*Task directions*:
Reproduce all of the data exactly. Images are not to appear in the reply.

Records from a collection:
--*--

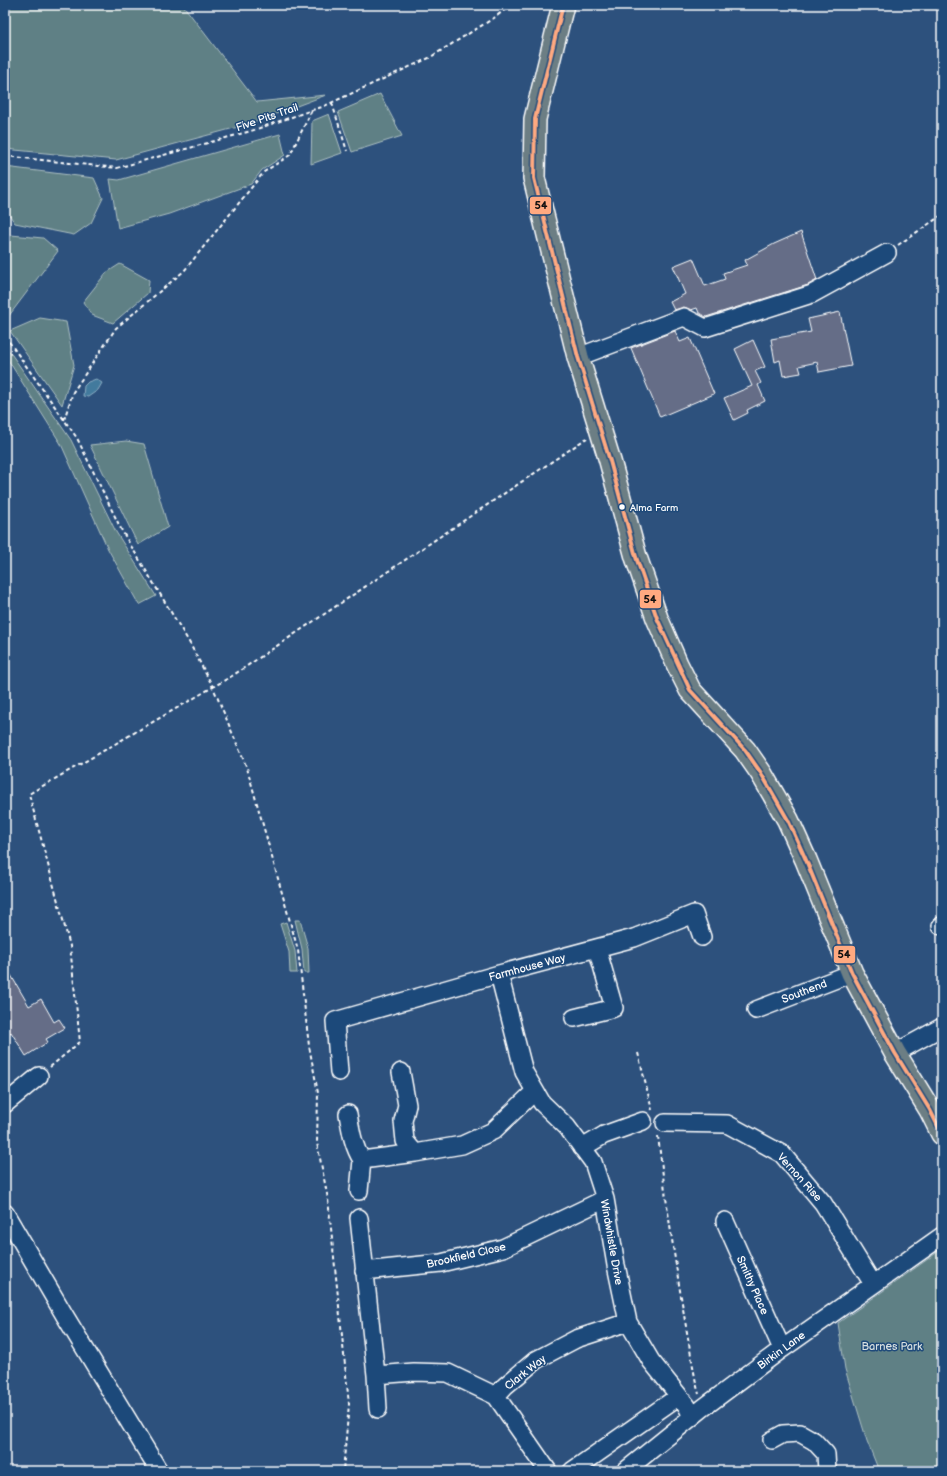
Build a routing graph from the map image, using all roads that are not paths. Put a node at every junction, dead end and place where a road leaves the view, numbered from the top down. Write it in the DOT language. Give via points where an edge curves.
graph roads {
  1 [pos="563,5"];
  2 [pos="887,253"];
  3 [pos="578,357"];
  4 [pos="702,937"];
  5 [pos="597,948"];
  6 [pos="852,973"];
  7 [pos="499,974"];
  8 [pos="756,1010"];
  9 [pos="574,1018"];
  10 [pos="942,1027"];
  11 [pos="895,1053"];
  12 [pos="338,1072"];
  13 [pos="401,1072"];
  14 [pos="39,1076"];
  15 [pos="535,1091"];
  16 [pos="5,1104"];
  17 [pos="936,1107"];
  18 [pos="348,1114"];
  19 [pos="942,1134"];
  20 [pos="582,1148"];
  21 [pos="415,1153"];
  22 [pos="362,1160"];
  23 [pos="359,1190"];
  24 [pos="605,1199"];
  25 [pos="5,1213"];
  26 [pos="359,1218"];
  27 [pos="725,1221"];
  28 [pos="942,1236"];
  29 [pos="364,1271"];
  30 [pos="873,1284"];
  31 [pos="628,1322"];
  32 [pos="782,1349"];
  33 [pos="376,1375"];
  34 [pos="496,1396"];
  35 [pos="679,1396"];
  36 [pos="378,1409"];
  37 [pos="698,1413"];
  38 [pos="769,1442"];
  39 [pos="159,1471"];
  40 [pos="548,1471"];
  41 [pos="572,1471"];
  42 [pos="624,1471"];
  43 [pos="827,1471"];
  1 -- 3 [label="main road" via="535,119 534,178"];
  2 -- 3 [label="street" via="812,294 705,328 684,317"];
  3 -- 6 [label="main road" via="636,557 657,618 677,664 690,690 745,750 788,820"];
  4 -- 5 [label="street, Farmhouse Way" via="694,914 634,938"];
  5 -- 7 [label="street, Farmhouse Way"];
  5 -- 9 [label="street" via="614,1008"];
  6 -- 8 [label="street, Southend"];
  6 -- 11 [label="main road"];
  7 -- 12 [label="street, Farmhouse Way" via="335,1021"];
  7 -- 15 [label="street, Windwhistle Drive" via="524,1072"];
  10 -- 11 [label="street"];
  11 -- 17 [label="main road"];
  13 -- 21 [label="street" via="407,1105 403,1121 405,1141"];
  14 -- 16 [label="street"];
  15 -- 20 [label="street, Windwhistle Drive" via="542,1103 567,1127"];
  15 -- 21 [label="street" via="494,1131 462,1145"];
  17 -- 19 [label="main road"];
  18 -- 22 [label="street" via="354,1145"];
  20 -- 24 [label="street, Windwhistle Drive" via="593,1162"];
  20 -- 30 [label="street, Vernon Rise" via="604,1135 655,1123 726,1124 782,1154 823,1203"];
  21 -- 22 [label="street"];
  22 -- 23 [label="street"];
  24 -- 29 [label="street, Brookfield Close" via="503,1248 441,1263"];
  24 -- 31 [label="street, Windwhistle Drive"];
  25 -- 39 [label="street"];
  26 -- 29 [label="street"];
  27 -- 32 [label="street, Smithy Place"];
  28 -- 30 [label="street, Birkin Lane"];
  29 -- 33 [label="street"];
  30 -- 32 [label="street, Birkin Lane"];
  31 -- 34 [label="street, Clark Way" via="576,1339 536,1360"];
  31 -- 35 [label="street, Windwhistle Drive" via="651,1361"];
  32 -- 37 [label="street, Birkin Lane"];
  33 -- 34 [label="street, Clark Way" via="448,1373"];
  33 -- 36 [label="street"];
  34 -- 40 [label="street"];
  35 -- 37 [label="street, Windwhistle Drive"];
  35 -- 41 [label="street"];
  37 -- 42 [label="street, Birkin Lane"];
  38 -- 43 [label="street" via="783,1434 800,1432 814,1441 826,1454"];
}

--*--

*Answer box*:
Build a routing graph from the map image, using all roads that are not paths. Put a node at every junction, dead end and place where a road leaves the view, numbered from the top down. Write it in the DOT language. Give via points where an edge curves.
graph roads {
  1 [pos="563,5"];
  2 [pos="887,253"];
  3 [pos="578,357"];
  4 [pos="702,937"];
  5 [pos="597,948"];
  6 [pos="852,973"];
  7 [pos="499,974"];
  8 [pos="756,1010"];
  9 [pos="574,1018"];
  10 [pos="942,1027"];
  11 [pos="895,1053"];
  12 [pos="338,1072"];
  13 [pos="401,1072"];
  14 [pos="39,1076"];
  15 [pos="535,1091"];
  16 [pos="5,1104"];
  17 [pos="936,1107"];
  18 [pos="348,1114"];
  19 [pos="942,1134"];
  20 [pos="582,1148"];
  21 [pos="415,1153"];
  22 [pos="362,1160"];
  23 [pos="359,1190"];
  24 [pos="605,1199"];
  25 [pos="5,1213"];
  26 [pos="359,1218"];
  27 [pos="725,1221"];
  28 [pos="942,1236"];
  29 [pos="364,1271"];
  30 [pos="873,1284"];
  31 [pos="628,1322"];
  32 [pos="782,1349"];
  33 [pos="376,1375"];
  34 [pos="496,1396"];
  35 [pos="679,1396"];
  36 [pos="378,1409"];
  37 [pos="698,1413"];
  38 [pos="769,1442"];
  39 [pos="159,1471"];
  40 [pos="548,1471"];
  41 [pos="572,1471"];
  42 [pos="624,1471"];
  43 [pos="827,1471"];
  1 -- 3 [label="main road" via="535,119 534,178"];
  2 -- 3 [label="street" via="812,294 705,328 684,317"];
  3 -- 6 [label="main road" via="636,557 657,618 677,664 690,690 745,750 788,820"];
  4 -- 5 [label="street, Farmhouse Way" via="694,914 634,938"];
  5 -- 7 [label="street, Farmhouse Way"];
  5 -- 9 [label="street" via="614,1008"];
  6 -- 8 [label="street, Southend"];
  6 -- 11 [label="main road"];
  7 -- 12 [label="street, Farmhouse Way" via="335,1021"];
  7 -- 15 [label="street, Windwhistle Drive" via="524,1072"];
  10 -- 11 [label="street"];
  11 -- 17 [label="main road"];
  13 -- 21 [label="street" via="407,1105 403,1121 405,1141"];
  14 -- 16 [label="street"];
  15 -- 20 [label="street, Windwhistle Drive" via="542,1103 567,1127"];
  15 -- 21 [label="street" via="494,1131 462,1145"];
  17 -- 19 [label="main road"];
  18 -- 22 [label="street" via="354,1145"];
  20 -- 24 [label="street, Windwhistle Drive" via="593,1162"];
  20 -- 30 [label="street, Vernon Rise" via="604,1135 655,1123 726,1124 782,1154 823,1203"];
  21 -- 22 [label="street"];
  22 -- 23 [label="street"];
  24 -- 29 [label="street, Brookfield Close" via="503,1248 441,1263"];
  24 -- 31 [label="street, Windwhistle Drive"];
  25 -- 39 [label="street"];
  26 -- 29 [label="street"];
  27 -- 32 [label="street, Smithy Place"];
  28 -- 30 [label="street, Birkin Lane"];
  29 -- 33 [label="street"];
  30 -- 32 [label="street, Birkin Lane"];
  31 -- 34 [label="street, Clark Way" via="576,1339 536,1360"];
  31 -- 35 [label="street, Windwhistle Drive" via="651,1361"];
  32 -- 37 [label="street, Birkin Lane"];
  33 -- 34 [label="street, Clark Way" via="448,1373"];
  33 -- 36 [label="street"];
  34 -- 40 [label="street"];
  35 -- 37 [label="street, Windwhistle Drive"];
  35 -- 41 [label="street"];
  37 -- 42 [label="street, Birkin Lane"];
  38 -- 43 [label="street" via="783,1434 800,1432 814,1441 826,1454"];
}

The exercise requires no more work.